*What you need to do:*
Collect each line of the entries that holds the string "dead".

─── Material supplied

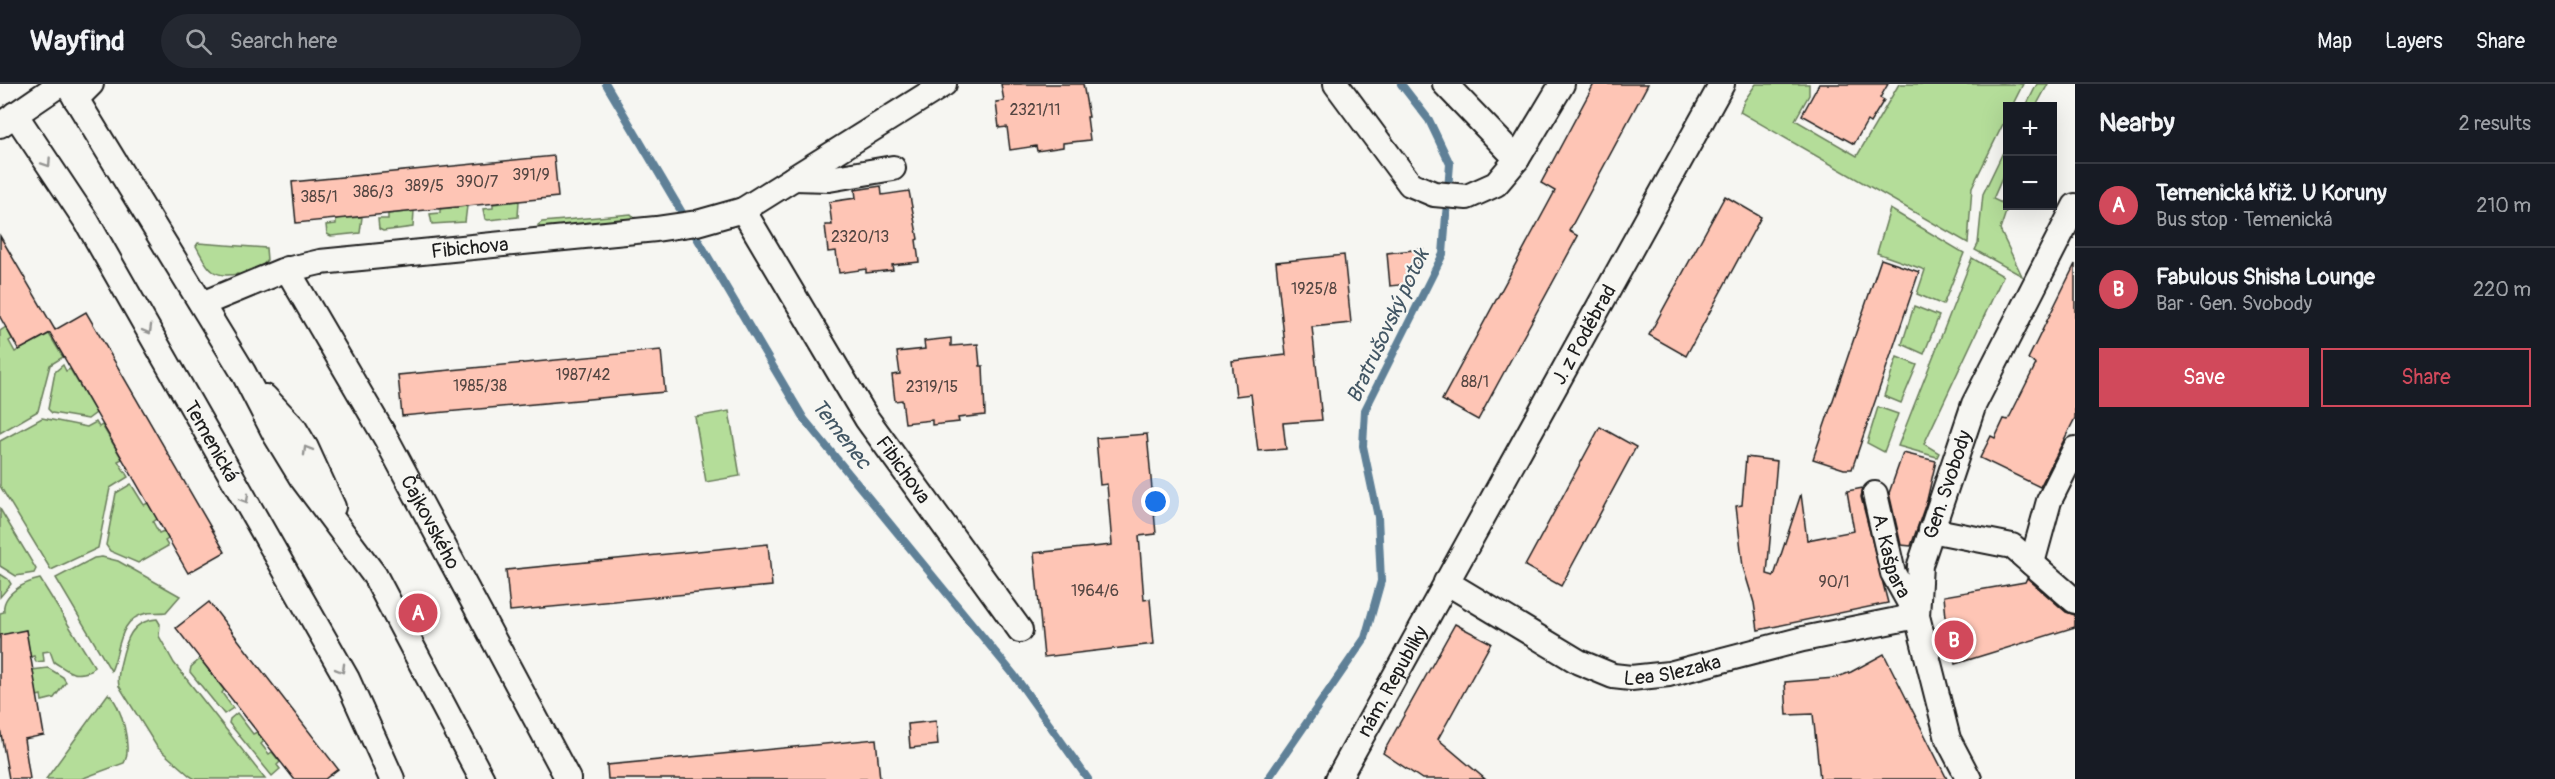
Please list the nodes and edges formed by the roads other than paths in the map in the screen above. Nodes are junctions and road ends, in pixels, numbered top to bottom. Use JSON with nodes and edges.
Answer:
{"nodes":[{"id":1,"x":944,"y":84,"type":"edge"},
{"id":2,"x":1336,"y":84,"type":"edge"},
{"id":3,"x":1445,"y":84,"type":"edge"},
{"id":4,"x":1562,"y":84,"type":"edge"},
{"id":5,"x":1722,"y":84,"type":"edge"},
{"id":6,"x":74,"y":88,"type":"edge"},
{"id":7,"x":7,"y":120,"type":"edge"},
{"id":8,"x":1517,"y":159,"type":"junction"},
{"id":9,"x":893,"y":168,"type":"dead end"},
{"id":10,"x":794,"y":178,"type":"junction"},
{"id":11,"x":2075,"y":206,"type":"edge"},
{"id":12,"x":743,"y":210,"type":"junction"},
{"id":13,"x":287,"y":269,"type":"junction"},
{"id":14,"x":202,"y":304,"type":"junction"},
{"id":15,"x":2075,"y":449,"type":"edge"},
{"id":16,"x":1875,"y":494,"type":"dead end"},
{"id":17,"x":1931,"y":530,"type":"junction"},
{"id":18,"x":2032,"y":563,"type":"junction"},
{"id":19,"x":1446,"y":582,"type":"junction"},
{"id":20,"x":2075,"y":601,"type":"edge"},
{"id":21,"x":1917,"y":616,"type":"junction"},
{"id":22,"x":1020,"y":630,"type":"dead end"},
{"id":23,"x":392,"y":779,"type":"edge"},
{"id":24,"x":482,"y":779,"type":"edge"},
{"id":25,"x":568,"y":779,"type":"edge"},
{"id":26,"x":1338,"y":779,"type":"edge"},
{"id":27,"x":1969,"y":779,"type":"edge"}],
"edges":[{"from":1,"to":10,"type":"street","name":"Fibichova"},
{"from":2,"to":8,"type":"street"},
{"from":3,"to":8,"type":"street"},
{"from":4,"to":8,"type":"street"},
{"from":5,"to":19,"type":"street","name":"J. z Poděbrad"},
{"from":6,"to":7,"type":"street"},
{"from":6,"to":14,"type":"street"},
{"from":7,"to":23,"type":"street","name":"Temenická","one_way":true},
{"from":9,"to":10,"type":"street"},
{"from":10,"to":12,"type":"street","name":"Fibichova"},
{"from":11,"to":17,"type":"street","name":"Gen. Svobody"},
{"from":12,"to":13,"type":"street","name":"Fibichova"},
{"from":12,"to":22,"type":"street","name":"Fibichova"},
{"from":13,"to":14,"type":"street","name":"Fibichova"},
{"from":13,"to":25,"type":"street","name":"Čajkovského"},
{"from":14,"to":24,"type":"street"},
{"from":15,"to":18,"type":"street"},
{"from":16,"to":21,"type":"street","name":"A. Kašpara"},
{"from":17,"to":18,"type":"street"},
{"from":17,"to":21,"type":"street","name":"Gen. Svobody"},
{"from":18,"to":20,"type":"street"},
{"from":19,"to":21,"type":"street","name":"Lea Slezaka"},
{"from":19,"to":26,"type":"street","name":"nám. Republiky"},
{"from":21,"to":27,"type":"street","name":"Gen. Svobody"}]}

──────

*Task response:*
{"id":9,"x":893,"y":168,"type":"dead end"},
{"id":16,"x":1875,"y":494,"type":"dead end"},
{"id":22,"x":1020,"y":630,"type":"dead end"},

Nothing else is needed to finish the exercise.